## Task objective
Pictures aside, copy every record word for word.

## Data records
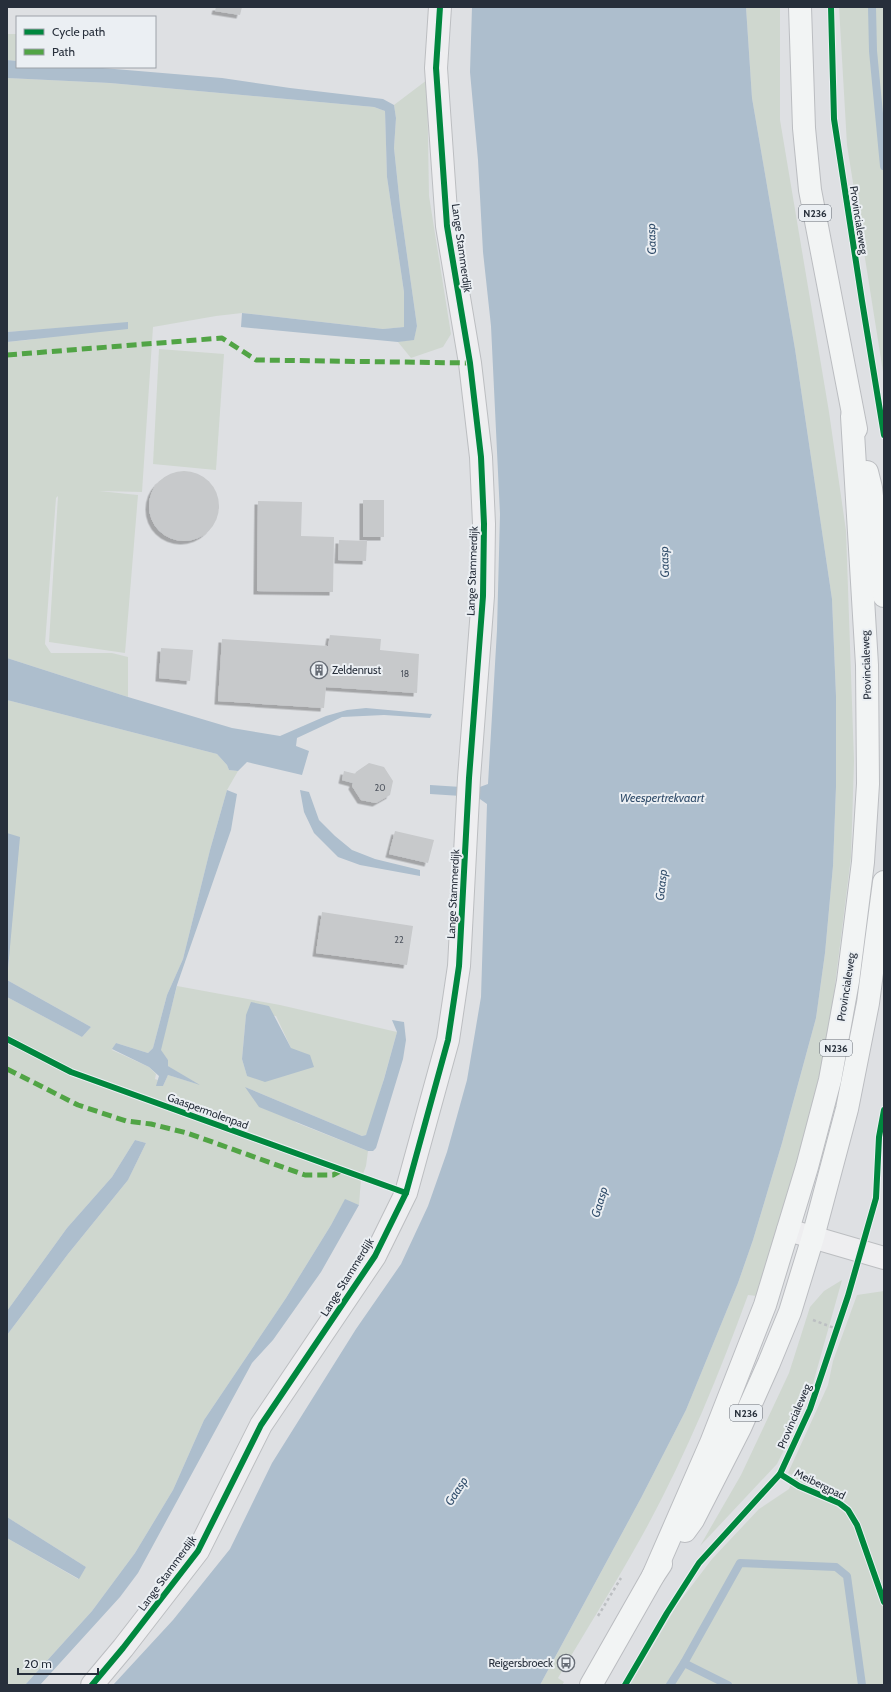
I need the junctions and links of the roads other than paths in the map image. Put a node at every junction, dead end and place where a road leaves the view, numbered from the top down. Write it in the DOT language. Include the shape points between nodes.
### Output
graph roads {
  1 [pos="440,7"];
  2 [pos="800,7"];
  3 [pos="852,416"];
  4 [pos="884,596"];
  5 [pos="884,882"];
  6 [pos="788,1230"];
  7 [pos="813,1237"];
  8 [pos="884,1258"];
  9 [pos="653,1576"];
  10 [pos="92,1685"];
  11 [pos="591,1685"];
  1 -- 10 [label="street, Lange Stammerdijk" via="436,68 447,226 470,363 484,524 460,966 448,1040 406,1193 375,1256 261,1425 198,1551"];
  2 -- 3 [label="main road, Provincialeweg / N236" via="804,128 810,190"];
  3 -- 4 [label="main road, Provincialeweg / N236" via="871,488"];
  3 -- 6 [label="main road, Provincialeweg / N236" via="867,665 868,784 863,862 848,981 830,1080"];
  5 -- 7 [label="main road, Provincialeweg / N236" via="868,1003 847,1109"];
  6 -- 7 [label="street"];
  6 -- 9 [label="main road, Provincialeweg / N236" via="765,1304 711,1443"];
  7 -- 8 [label="street"];
  7 -- 9 [label="main road, Provincialeweg / N236" via="790,1312 740,1428 693,1520"];
  9 -- 11 [label="main road, Provincialeweg / N236"];
}
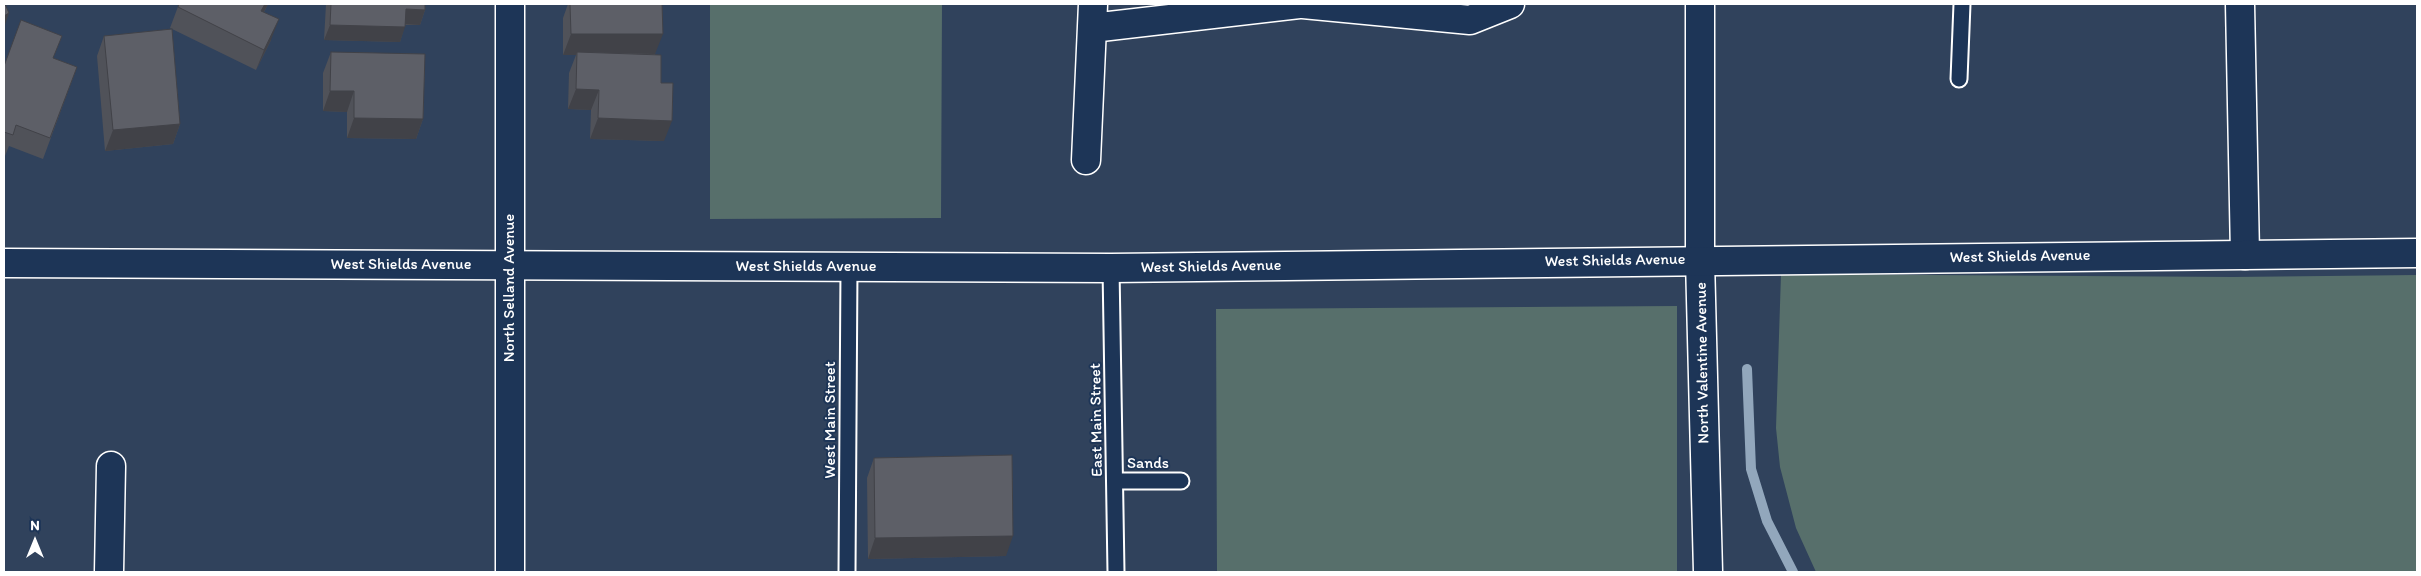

## Answer to the exercise
I need the junctions and links of the roads other than paths in the map image. Put a node at every junction, dead end and place where a road leaves the view, numbered from the top down. Write it in the DOT language. Include the shape points between nodes.
### Output
graph roads {
  1 [pos="440,7"];
  2 [pos="800,7"];
  3 [pos="852,416"];
  4 [pos="884,596"];
  5 [pos="884,882"];
  6 [pos="788,1230"];
  7 [pos="813,1237"];
  8 [pos="884,1258"];
  9 [pos="653,1576"];
  10 [pos="92,1685"];
  11 [pos="591,1685"];
  1 -- 10 [label="street, Lange Stammerdijk" via="436,68 447,226 470,363 484,524 460,966 448,1040 406,1193 375,1256 261,1425 198,1551"];
  2 -- 3 [label="main road, Provincialeweg / N236" via="804,128 810,190"];
  3 -- 4 [label="main road, Provincialeweg / N236" via="871,488"];
  3 -- 6 [label="main road, Provincialeweg / N236" via="867,665 868,784 863,862 848,981 830,1080"];
  5 -- 7 [label="main road, Provincialeweg / N236" via="868,1003 847,1109"];
  6 -- 7 [label="street"];
  6 -- 9 [label="main road, Provincialeweg / N236" via="765,1304 711,1443"];
  7 -- 8 [label="street"];
  7 -- 9 [label="main road, Provincialeweg / N236" via="790,1312 740,1428 693,1520"];
  9 -- 11 [label="main road, Provincialeweg / N236"];
}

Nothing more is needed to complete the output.